#### Available data

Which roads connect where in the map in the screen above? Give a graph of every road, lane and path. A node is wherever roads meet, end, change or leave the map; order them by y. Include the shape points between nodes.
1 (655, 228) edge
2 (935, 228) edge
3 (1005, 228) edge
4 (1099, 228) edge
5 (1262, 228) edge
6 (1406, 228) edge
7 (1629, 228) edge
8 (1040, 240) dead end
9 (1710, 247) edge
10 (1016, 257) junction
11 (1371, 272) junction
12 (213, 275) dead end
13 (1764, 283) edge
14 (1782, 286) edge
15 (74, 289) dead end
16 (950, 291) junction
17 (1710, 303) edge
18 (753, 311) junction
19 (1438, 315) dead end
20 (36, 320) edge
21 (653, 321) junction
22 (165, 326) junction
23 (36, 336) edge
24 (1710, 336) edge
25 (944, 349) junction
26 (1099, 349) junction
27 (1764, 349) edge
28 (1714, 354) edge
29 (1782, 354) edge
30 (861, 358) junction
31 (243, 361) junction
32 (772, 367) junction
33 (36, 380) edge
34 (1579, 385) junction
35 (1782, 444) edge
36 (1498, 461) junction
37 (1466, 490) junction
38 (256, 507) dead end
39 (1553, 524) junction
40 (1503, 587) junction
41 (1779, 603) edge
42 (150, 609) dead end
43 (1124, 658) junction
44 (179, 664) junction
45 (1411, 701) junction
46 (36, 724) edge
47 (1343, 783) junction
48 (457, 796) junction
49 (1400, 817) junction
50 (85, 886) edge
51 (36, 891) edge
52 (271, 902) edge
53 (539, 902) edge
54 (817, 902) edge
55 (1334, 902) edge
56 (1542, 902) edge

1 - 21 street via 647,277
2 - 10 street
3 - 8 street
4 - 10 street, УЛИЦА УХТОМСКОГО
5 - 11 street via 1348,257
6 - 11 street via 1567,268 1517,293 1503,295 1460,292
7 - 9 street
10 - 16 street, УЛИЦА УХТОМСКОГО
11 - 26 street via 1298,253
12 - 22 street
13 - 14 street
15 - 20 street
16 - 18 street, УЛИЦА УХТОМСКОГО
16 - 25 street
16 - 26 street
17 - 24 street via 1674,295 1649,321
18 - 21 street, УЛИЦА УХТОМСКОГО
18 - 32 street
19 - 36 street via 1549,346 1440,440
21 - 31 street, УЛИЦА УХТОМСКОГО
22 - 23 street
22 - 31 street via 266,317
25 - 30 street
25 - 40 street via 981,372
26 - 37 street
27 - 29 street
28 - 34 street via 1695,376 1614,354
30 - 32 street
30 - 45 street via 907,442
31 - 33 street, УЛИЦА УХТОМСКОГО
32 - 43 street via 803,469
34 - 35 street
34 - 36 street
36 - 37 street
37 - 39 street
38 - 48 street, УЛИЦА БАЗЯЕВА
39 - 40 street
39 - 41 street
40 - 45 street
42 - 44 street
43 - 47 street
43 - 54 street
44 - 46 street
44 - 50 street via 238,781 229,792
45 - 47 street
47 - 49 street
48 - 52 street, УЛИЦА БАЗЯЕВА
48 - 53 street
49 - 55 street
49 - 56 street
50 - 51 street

########

Reproduce all records exactly, without omissions.

Which roads connect where in the map in the screen above? Give a graph of every road, lane and path. A node is wherever roads meet, end, change or leave the map; order them by y. Include the shape points between nodes.
1 (655, 228) edge
2 (935, 228) edge
3 (1005, 228) edge
4 (1099, 228) edge
5 (1262, 228) edge
6 (1406, 228) edge
7 (1629, 228) edge
8 (1040, 240) dead end
9 (1710, 247) edge
10 (1016, 257) junction
11 (1371, 272) junction
12 (213, 275) dead end
13 (1764, 283) edge
14 (1782, 286) edge
15 (74, 289) dead end
16 (950, 291) junction
17 (1710, 303) edge
18 (753, 311) junction
19 (1438, 315) dead end
20 (36, 320) edge
21 (653, 321) junction
22 (165, 326) junction
23 (36, 336) edge
24 (1710, 336) edge
25 (944, 349) junction
26 (1099, 349) junction
27 (1764, 349) edge
28 (1714, 354) edge
29 (1782, 354) edge
30 (861, 358) junction
31 (243, 361) junction
32 (772, 367) junction
33 (36, 380) edge
34 (1579, 385) junction
35 (1782, 444) edge
36 (1498, 461) junction
37 (1466, 490) junction
38 (256, 507) dead end
39 (1553, 524) junction
40 (1503, 587) junction
41 (1779, 603) edge
42 (150, 609) dead end
43 (1124, 658) junction
44 (179, 664) junction
45 (1411, 701) junction
46 (36, 724) edge
47 (1343, 783) junction
48 (457, 796) junction
49 (1400, 817) junction
50 (85, 886) edge
51 (36, 891) edge
52 (271, 902) edge
53 (539, 902) edge
54 (817, 902) edge
55 (1334, 902) edge
56 (1542, 902) edge

1 - 21 street via 647,277
2 - 10 street
3 - 8 street
4 - 10 street, УЛИЦА УХТОМСКОГО
5 - 11 street via 1348,257
6 - 11 street via 1567,268 1517,293 1503,295 1460,292
7 - 9 street
10 - 16 street, УЛИЦА УХТОМСКОГО
11 - 26 street via 1298,253
12 - 22 street
13 - 14 street
15 - 20 street
16 - 18 street, УЛИЦА УХТОМСКОГО
16 - 25 street
16 - 26 street
17 - 24 street via 1674,295 1649,321
18 - 21 street, УЛИЦА УХТОМСКОГО
18 - 32 street
19 - 36 street via 1549,346 1440,440
21 - 31 street, УЛИЦА УХТОМСКОГО
22 - 23 street
22 - 31 street via 266,317
25 - 30 street
25 - 40 street via 981,372
26 - 37 street
27 - 29 street
28 - 34 street via 1695,376 1614,354
30 - 32 street
30 - 45 street via 907,442
31 - 33 street, УЛИЦА УХТОМСКОГО
32 - 43 street via 803,469
34 - 35 street
34 - 36 street
36 - 37 street
37 - 39 street
38 - 48 street, УЛИЦА БАЗЯЕВА
39 - 40 street
39 - 41 street
40 - 45 street
42 - 44 street
43 - 47 street
43 - 54 street
44 - 46 street
44 - 50 street via 238,781 229,792
45 - 47 street
47 - 49 street
48 - 52 street, УЛИЦА БАЗЯЕВА
48 - 53 street
49 - 55 street
49 - 56 street
50 - 51 street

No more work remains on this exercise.